PF aponta direcionamento de emendas para produtora de filme sobre Bolsonaro
A PF apontou direcionamento de emendas parlamentares para empresas ligadas a Karina Gama, produtora de Dark Horse, filme sobre Bolsonaro. A decisão de Flávio Dino, do STF, tornou pública a suspeita de que o esquema ocultava a origem pública dos recursos.
A Polícia Federal apontou um esquema de desvio e direcionamento de emendas parlamentares de deputados federais de diversos Estados para organizações e empresas ligadas a Karina Gama, produtora de "Dark Horse", filme sobre o ex-presidente Jair Bolsonaro. O objetivo era custear despesas da cinebiografia, segundo decisão tornada pública nesta quinta-feira (10) pelo ministro do Supremo Tribunal Federal (STF) Flávio Dino.
A suspeita da PF é que o esquema visava ocultar a origem pública dos recursos e que o emaranhado de entidades servia como uma espécie de conta única para custear a obra.
O que mudou
A decisão de Dino cita trechos em que a PF afirma haver "coincidência temporal" entre o período de produção do filme, no segundo semestre de 2025, e o período em que a Go Up Entertainment, produtora da obra, recebeu recursos de diversos remetentes, entre eles por meio de emenda do deputado federal Mario Frias (PL-SP), produtor executivo de "Dark Horse".
"Assim, chama a atenção a coincidência temporal das gravações com o período da referida comunicação (10/11/2025 a 30/12/2025), bem como a natureza das despesas, que envolvem hotel de alto padrão e refeições, além de despesas com produtoras", informou a representação da PF, citada na decisão de Dino.
A PF deflagrou nesta quinta-feira operação para apurar o suposto desvio de recursos de emendas para a produção do filme, tendo endereços ligados a Mario Frias e Karina Gama, dona da Go Up Entertainment, como alvos de mandados de busca e apreensão, conforme determinação do ministro do STF.
"Em verdade, há fortes indícios de uma única organização criminosa, estruturada para captar, disseminar e ocultar recursos provenientes de verbas públicas, na qual o deputado federal Mario Frias figura como agente central", relatou a PF, em trecho citado por Dino.
Em nota divulgada mais cedo, sem citar o filme ou mencionar os alvos da operação, a PF informou que, no âmbito da operação batizada de Make Up, estavam sendo cumpridos 49 mandados de busca e apreensão, expedidos pelo STF, nos Estados de São Paulo, Rio de Janeiro, Ceará e no Distrito Federal.
A decisão de Dino impôs medidas cautelares a Mario Frias e outros investigados, como apreensão de passaporte e proibição de comunicação com outros envolvidos.
O caso também é investigado em um segundo inquérito no Supremo.

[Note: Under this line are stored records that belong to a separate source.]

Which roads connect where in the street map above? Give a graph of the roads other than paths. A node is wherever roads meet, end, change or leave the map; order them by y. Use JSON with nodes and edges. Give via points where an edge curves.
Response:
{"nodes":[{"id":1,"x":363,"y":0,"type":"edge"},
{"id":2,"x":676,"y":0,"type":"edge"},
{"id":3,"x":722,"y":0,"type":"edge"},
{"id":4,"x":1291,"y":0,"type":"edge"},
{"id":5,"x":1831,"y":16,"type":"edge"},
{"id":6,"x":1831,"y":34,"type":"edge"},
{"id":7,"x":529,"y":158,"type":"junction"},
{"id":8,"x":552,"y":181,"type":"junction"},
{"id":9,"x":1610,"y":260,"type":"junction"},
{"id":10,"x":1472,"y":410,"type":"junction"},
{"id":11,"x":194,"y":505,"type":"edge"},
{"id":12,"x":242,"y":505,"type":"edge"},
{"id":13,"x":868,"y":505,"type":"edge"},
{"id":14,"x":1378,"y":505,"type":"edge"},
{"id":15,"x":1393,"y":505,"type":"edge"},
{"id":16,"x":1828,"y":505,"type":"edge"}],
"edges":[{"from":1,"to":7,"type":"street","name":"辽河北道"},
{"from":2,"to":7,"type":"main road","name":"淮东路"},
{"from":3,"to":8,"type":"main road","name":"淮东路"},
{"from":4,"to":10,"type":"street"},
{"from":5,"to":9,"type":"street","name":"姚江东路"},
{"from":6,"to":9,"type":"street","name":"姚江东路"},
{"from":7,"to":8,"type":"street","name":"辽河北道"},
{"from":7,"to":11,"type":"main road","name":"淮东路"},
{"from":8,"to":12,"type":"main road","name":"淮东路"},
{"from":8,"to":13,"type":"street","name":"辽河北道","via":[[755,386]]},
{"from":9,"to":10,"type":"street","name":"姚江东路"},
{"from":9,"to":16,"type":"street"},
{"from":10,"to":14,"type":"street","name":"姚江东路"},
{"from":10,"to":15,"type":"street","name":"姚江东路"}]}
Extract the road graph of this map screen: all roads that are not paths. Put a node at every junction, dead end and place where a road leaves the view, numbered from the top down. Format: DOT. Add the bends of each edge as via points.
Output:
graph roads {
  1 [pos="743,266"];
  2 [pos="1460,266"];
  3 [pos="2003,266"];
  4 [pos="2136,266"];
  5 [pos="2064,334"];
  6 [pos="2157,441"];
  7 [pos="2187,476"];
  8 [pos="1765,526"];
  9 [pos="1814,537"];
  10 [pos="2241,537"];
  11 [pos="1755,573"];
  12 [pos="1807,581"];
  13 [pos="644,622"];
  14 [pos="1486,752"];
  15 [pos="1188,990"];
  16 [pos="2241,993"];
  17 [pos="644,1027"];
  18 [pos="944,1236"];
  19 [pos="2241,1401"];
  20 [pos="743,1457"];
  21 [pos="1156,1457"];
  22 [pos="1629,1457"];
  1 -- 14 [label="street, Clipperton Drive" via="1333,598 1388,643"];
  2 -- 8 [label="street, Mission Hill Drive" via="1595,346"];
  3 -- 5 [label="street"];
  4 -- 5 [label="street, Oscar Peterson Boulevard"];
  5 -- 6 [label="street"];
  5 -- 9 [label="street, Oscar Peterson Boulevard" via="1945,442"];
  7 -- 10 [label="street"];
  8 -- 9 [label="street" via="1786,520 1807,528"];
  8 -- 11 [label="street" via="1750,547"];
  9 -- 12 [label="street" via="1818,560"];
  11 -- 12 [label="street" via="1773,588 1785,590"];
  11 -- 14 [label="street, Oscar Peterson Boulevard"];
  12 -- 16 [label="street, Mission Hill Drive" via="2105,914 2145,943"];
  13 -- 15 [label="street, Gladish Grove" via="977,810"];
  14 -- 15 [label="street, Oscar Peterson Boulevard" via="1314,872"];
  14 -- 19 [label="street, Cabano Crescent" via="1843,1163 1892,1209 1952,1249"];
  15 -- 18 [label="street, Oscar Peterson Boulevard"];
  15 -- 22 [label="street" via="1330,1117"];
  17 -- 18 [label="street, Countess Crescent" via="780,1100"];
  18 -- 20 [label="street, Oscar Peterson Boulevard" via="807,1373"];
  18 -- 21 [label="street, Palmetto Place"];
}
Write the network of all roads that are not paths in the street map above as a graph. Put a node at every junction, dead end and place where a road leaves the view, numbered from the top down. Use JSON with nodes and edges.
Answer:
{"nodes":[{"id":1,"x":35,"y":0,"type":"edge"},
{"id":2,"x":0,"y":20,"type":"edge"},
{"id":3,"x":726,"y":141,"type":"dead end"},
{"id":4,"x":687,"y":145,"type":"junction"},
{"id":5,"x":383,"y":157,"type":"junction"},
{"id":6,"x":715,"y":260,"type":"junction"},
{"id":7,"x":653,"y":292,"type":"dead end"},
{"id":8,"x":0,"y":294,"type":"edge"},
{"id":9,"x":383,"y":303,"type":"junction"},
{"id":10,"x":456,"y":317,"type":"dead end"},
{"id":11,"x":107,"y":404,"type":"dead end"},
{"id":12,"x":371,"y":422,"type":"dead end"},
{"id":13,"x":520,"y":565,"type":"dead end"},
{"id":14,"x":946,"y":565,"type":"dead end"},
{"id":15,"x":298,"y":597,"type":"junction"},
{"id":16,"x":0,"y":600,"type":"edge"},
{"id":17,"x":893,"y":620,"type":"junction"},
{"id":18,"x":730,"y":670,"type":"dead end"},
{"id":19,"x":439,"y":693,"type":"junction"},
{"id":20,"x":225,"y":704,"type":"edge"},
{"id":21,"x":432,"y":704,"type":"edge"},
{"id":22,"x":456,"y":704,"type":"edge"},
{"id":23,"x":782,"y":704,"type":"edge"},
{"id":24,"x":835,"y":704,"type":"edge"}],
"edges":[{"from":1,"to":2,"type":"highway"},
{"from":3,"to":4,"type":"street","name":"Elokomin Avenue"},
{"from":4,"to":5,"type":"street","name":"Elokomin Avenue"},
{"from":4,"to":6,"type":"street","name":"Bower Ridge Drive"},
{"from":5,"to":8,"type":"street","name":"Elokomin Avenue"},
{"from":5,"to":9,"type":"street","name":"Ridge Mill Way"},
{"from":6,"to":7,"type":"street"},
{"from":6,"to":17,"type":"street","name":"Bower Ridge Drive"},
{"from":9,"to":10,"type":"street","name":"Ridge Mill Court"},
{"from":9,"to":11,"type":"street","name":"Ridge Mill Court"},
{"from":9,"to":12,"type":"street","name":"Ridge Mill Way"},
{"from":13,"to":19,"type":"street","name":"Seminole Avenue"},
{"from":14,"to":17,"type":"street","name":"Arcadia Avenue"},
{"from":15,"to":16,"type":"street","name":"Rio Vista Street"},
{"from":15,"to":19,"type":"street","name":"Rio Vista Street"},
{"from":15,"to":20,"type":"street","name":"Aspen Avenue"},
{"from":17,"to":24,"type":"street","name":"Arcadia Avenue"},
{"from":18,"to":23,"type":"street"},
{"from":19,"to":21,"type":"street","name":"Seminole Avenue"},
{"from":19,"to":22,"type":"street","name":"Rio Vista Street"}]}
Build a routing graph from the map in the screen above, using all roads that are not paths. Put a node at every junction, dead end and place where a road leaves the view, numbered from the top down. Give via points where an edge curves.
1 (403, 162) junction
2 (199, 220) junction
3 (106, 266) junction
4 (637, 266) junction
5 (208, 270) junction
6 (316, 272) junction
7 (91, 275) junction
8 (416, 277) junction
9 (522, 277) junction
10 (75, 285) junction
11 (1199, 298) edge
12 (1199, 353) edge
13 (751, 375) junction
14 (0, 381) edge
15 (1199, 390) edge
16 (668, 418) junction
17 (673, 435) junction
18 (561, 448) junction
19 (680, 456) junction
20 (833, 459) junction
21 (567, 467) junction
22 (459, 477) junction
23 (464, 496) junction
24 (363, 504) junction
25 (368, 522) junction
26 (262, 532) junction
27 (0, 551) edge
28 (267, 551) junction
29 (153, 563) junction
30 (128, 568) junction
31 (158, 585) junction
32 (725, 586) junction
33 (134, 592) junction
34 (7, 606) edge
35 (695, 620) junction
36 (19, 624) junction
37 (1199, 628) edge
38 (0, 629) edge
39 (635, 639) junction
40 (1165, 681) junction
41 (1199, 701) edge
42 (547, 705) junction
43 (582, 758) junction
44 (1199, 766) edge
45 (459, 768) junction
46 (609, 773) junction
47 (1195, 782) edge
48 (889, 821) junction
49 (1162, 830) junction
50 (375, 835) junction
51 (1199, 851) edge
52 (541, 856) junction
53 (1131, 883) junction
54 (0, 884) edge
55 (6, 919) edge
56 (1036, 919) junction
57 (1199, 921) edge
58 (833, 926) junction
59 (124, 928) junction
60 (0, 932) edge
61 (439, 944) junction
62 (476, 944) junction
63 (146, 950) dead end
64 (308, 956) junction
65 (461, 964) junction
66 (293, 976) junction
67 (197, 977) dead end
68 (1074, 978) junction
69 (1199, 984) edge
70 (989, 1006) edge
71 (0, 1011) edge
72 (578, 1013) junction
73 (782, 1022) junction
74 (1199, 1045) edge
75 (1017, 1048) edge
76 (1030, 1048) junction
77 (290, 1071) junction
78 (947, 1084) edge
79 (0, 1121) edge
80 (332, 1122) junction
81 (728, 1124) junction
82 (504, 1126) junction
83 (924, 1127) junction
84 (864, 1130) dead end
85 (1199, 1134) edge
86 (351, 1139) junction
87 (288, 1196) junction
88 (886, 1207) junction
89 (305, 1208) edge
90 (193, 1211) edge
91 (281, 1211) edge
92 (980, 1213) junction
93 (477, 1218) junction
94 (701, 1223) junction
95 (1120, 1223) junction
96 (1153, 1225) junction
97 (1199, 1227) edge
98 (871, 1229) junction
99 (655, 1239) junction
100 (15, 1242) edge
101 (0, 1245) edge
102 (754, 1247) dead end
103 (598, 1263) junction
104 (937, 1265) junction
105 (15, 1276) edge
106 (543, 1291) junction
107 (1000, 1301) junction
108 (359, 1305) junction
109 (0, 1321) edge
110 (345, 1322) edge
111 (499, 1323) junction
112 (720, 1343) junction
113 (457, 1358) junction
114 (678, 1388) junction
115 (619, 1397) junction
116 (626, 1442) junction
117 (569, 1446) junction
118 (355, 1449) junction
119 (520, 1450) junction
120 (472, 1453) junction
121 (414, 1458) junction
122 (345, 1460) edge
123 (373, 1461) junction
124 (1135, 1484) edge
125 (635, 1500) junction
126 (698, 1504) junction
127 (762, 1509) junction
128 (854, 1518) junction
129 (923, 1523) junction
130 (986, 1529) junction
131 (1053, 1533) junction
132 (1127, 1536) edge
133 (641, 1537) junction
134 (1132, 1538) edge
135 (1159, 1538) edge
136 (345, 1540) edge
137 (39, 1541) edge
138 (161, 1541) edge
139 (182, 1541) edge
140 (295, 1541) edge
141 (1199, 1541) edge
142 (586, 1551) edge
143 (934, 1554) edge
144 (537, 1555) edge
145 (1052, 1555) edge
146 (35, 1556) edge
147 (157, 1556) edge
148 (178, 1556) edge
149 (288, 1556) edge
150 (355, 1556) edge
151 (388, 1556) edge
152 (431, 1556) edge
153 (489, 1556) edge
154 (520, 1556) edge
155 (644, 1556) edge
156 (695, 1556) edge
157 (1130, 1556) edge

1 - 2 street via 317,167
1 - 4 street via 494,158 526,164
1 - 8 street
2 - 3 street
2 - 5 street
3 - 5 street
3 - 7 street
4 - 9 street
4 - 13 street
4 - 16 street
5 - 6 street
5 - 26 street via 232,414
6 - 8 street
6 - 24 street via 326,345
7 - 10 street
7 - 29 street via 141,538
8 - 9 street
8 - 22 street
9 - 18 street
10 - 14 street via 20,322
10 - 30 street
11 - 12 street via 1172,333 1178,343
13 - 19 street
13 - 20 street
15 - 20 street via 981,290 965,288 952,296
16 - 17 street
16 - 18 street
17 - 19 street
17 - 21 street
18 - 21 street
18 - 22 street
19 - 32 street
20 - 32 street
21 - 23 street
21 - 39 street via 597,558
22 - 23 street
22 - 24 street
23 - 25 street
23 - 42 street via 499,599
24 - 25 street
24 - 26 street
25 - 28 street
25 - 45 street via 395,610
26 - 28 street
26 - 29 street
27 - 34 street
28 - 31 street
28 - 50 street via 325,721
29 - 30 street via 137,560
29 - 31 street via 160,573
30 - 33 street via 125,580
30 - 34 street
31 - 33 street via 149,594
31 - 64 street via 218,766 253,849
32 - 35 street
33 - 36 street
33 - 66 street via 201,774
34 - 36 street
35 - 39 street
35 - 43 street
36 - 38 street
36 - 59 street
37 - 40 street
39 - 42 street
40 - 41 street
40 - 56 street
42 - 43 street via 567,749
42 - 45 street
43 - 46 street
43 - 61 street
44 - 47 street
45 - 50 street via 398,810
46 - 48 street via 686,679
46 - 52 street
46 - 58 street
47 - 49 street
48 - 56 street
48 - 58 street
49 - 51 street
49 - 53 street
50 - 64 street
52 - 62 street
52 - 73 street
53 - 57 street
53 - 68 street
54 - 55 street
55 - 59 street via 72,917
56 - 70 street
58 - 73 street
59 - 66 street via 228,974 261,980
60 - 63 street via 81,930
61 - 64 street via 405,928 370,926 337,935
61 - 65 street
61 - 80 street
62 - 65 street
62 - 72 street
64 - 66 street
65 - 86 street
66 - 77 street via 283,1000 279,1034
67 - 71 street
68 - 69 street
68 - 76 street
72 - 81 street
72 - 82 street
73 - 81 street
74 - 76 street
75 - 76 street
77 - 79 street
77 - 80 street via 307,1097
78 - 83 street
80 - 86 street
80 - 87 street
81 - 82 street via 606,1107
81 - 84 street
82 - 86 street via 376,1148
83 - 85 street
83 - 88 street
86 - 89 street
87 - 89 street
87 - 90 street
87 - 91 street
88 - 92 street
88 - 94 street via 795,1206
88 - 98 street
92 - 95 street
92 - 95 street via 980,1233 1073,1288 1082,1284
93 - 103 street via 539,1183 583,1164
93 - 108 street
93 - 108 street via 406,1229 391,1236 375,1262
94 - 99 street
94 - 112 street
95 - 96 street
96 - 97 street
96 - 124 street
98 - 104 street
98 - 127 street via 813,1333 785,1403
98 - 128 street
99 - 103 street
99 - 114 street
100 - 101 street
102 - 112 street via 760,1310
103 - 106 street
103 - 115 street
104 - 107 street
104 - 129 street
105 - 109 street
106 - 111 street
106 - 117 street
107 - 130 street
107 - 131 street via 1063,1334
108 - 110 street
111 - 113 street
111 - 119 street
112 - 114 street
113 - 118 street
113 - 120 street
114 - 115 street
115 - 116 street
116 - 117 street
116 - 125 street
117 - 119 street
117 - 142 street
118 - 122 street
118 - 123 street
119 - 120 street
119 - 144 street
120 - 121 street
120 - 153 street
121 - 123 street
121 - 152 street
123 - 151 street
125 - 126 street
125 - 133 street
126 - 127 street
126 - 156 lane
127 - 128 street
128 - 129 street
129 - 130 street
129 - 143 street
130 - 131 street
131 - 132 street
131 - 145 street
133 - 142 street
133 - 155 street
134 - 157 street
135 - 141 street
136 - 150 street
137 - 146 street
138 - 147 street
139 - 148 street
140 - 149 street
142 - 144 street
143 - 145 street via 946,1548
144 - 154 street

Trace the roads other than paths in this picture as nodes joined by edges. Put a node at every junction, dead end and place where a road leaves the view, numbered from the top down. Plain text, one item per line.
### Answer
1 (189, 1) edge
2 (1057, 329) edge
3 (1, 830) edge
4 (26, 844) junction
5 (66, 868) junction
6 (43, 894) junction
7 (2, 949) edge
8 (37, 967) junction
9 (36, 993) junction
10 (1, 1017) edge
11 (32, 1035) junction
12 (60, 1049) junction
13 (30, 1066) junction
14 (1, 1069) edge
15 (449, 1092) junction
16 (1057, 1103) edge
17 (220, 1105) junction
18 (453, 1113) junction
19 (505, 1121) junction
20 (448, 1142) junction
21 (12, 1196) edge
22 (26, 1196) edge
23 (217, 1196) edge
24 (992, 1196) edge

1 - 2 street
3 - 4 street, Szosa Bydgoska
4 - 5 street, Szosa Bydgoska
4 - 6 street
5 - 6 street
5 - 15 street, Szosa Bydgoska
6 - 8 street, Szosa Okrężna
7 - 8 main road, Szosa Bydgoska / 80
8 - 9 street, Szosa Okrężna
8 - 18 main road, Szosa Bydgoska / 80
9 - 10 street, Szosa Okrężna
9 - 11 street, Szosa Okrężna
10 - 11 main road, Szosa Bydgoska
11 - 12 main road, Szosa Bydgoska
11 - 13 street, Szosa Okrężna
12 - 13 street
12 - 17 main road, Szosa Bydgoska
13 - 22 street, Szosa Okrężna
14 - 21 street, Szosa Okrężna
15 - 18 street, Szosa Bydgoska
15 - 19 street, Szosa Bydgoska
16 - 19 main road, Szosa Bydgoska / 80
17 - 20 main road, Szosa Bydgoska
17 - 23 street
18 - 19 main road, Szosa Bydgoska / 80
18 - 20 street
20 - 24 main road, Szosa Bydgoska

Em julho, o ministro André Mendonça abriu outra investigação para apurar repasses de Daniel Vorcaro, do Banco Master, para a produção de "Dark Horse". O filme ganhou notoriedade em maio após revelação do site Intercept Brasil de que Flávio Bolsonaro solicitou repasses a Vorcaro para financiar a produção. Flávio Bolsonaro nega irregularidades e afirma que fez um pedido de investimento privado ao empresário.
A realização e o financiamento do filme estão no centro de uma disputa política a menos de um mês das eleições.